Picasso was clearly trying to sort out his feelings for these remarkably different women in his life. Brigitte Léal wrote, "if Marie-Thérèse incarnated a wild beauty, a sporty and healthy 'beautiful plant,' Dora Maar is the perfect prototype of the surrealist Egeria, capricious and eccentric, a direct descendant of the Baudelairean idol who is 'accomplishing a kind of duty, when she devotes herself to appearing magical and supernatural'"(in Picasso and Portraiture, exh. cat., The Museum of Modern Art, New York, 1996, p. 387). Robert Rosenblum, writing in the same exhibition catalogue, noted that "[Picasso] continued to create more familiar and tranquil images of Marie-Thérèse until the end of the decade; but once more mirroring domestic realities, he would now make virtual pendants of these iconic images in which Marie-Thérèse, on her armchair throne, was challenged by Dora Maar, as if one playing-card queen were conspiring against her rival" (in ibid., p. 370). The black bird, then, may be associated with the dark-haired Dora, while the white dove represents the fair Marie-Thérèse. Both creatures are enmeshed in the cruel cage of Picasso's heart; his affections are the fruit painted in Spanish hues. The artist has engaged in a game of solitaire, wagering against himself, pitting one conflicting emotion against the other--which captive bird will he select, to whom will he turn, Dora or Marie-Thérèse? It was, of course, Dora, represented in the form of the stronger and more domineering of the two caged creatures, who would remain his mistress into the 1940s.

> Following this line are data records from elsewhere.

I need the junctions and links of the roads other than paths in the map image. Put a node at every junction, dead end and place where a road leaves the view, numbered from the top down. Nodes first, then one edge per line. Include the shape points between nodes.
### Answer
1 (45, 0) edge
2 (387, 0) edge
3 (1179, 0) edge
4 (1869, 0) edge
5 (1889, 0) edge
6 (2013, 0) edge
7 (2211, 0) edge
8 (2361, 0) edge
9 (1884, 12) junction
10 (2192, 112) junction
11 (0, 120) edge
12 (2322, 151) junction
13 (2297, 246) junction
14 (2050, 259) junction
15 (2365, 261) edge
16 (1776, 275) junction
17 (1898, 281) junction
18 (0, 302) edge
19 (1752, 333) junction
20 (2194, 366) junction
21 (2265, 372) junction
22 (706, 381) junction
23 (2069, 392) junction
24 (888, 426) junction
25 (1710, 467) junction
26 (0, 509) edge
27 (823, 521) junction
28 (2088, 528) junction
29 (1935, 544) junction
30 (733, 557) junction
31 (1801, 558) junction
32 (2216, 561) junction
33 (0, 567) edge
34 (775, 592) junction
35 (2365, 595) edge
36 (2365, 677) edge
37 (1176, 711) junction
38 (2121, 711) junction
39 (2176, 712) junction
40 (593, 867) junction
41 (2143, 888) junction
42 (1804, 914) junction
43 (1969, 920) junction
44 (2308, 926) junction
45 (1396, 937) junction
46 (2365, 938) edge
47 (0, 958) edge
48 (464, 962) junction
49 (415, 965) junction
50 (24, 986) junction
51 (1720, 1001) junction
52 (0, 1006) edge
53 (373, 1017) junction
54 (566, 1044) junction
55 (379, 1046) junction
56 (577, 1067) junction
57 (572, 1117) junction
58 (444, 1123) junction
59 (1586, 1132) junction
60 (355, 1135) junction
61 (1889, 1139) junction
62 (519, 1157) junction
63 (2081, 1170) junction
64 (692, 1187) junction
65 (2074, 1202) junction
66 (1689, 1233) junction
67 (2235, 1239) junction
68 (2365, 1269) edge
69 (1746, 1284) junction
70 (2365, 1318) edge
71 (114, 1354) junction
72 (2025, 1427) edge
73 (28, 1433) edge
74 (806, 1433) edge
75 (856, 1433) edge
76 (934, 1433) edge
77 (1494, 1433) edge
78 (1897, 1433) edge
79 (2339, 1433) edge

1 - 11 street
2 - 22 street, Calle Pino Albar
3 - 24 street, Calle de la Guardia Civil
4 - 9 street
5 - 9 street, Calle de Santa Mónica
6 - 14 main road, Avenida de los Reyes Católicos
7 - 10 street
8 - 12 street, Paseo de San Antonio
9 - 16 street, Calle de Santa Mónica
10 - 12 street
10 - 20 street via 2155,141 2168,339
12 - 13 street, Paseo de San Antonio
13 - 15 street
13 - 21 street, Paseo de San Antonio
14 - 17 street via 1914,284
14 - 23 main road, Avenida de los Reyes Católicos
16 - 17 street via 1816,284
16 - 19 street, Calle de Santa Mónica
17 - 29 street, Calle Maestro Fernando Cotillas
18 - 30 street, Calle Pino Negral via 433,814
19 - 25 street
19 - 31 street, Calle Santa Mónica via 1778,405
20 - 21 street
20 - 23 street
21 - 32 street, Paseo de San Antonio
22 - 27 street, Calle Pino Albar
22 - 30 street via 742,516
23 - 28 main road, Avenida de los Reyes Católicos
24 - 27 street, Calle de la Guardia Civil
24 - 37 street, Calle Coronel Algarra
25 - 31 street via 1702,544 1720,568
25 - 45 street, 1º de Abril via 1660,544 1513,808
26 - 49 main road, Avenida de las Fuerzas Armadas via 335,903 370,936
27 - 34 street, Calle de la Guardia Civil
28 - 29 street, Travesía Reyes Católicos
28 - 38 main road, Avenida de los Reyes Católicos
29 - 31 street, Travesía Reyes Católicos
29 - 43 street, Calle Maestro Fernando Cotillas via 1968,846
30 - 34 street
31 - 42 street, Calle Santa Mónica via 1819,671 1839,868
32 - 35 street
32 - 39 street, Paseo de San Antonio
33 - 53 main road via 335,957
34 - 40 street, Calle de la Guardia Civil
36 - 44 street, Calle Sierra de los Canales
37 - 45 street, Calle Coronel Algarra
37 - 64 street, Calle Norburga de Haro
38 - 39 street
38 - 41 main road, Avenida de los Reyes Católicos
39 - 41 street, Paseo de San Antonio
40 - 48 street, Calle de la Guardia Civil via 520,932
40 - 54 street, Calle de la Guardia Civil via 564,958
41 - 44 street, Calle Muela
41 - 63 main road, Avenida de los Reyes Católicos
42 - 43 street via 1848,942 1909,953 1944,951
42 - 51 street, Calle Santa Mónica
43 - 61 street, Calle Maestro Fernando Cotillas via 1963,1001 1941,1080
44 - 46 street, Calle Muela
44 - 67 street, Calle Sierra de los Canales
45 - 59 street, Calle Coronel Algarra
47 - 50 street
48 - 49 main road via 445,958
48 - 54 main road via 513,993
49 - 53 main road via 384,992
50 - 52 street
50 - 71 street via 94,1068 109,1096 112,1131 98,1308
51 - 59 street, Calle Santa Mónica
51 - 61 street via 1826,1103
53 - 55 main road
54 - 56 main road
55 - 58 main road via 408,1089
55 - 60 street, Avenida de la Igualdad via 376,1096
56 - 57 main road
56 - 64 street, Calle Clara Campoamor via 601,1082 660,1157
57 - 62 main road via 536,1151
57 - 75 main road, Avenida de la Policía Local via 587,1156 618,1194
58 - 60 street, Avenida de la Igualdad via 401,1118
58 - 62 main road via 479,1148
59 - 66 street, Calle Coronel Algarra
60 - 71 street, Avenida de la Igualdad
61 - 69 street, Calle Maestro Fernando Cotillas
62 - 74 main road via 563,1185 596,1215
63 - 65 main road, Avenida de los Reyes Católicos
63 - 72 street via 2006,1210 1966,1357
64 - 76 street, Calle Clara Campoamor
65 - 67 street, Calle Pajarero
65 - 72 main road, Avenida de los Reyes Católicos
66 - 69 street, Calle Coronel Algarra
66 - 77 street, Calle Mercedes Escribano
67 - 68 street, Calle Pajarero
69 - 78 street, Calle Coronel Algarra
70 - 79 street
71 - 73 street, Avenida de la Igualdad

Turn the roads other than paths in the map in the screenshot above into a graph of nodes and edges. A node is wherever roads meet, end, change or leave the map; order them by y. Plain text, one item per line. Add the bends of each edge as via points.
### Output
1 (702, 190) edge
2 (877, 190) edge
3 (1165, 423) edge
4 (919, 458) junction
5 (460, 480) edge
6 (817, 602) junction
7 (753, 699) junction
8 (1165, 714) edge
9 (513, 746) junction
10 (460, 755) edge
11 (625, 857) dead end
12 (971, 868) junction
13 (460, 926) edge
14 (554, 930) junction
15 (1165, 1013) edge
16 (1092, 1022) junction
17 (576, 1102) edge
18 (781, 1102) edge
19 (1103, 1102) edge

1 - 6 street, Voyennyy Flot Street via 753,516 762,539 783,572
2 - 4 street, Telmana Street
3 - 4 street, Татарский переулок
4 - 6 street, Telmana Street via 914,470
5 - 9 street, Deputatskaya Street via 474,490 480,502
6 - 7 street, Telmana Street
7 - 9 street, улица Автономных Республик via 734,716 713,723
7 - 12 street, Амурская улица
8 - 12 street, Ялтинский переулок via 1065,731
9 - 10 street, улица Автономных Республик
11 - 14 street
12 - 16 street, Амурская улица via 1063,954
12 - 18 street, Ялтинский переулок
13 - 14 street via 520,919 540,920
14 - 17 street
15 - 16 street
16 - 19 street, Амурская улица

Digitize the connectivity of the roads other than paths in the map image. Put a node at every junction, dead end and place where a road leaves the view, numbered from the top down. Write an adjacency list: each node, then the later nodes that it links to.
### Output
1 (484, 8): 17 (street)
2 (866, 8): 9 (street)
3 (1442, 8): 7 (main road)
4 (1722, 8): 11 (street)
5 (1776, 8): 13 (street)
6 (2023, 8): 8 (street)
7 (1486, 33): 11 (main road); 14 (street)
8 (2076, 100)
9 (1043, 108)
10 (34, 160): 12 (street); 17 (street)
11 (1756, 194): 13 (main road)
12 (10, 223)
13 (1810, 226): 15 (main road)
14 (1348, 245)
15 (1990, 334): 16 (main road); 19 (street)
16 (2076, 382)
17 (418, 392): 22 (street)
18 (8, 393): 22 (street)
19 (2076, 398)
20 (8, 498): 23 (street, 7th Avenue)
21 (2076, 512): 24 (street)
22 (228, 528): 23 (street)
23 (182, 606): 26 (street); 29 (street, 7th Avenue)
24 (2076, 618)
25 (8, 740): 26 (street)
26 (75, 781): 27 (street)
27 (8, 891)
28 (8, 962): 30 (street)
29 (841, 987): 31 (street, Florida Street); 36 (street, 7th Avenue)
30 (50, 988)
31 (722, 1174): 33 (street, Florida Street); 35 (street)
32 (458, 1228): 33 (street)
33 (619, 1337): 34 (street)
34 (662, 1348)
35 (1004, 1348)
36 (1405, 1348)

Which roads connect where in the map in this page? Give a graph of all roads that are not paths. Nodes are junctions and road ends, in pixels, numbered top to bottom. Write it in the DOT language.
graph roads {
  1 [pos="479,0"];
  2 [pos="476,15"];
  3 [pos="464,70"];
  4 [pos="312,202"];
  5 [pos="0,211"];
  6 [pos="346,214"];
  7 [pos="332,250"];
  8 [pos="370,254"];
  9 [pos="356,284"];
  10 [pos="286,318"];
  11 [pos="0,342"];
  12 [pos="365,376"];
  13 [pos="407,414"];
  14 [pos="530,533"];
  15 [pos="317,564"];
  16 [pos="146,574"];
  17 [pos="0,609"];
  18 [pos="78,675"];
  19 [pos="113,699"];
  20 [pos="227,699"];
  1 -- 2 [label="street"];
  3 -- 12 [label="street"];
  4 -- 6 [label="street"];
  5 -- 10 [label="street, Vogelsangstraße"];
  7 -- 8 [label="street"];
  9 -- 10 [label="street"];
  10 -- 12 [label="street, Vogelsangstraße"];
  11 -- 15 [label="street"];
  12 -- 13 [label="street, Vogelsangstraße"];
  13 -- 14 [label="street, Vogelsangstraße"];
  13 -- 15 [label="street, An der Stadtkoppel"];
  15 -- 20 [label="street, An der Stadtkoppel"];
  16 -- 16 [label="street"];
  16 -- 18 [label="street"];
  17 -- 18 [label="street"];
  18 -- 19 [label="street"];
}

Elsa Schiaparelli, the celebrated fashion designer, was the first owner of this painting, and identified very closely with the imagery in it. Talking about herself in the third person in the forward to her autobiography, Shocking Life, she wrote, "There is a famous painting by Picasso. Her friends (oh, yes, she has many!) say that this picture is a portrait of her. There is a cage. Below it are some playing cards on a green carpet. Inside the cage a poor, half-smothered white dove looks dejectedly at brilliantly polished pink apple; outside the cage an angry black bird with flapping wings challenges the sky" (in op. cit.).
(fig. 1) Pablo Picasso, detail from Guernica, May-June 1937. Museo del Prado, Madrid.
(fig. 2) Pablo Picasso, La suppliante, 18 December 1937. Musée Picasso, Paris.
(fig. 3) Photograph of Elsa Schiaparelli by Man Ray, 1932.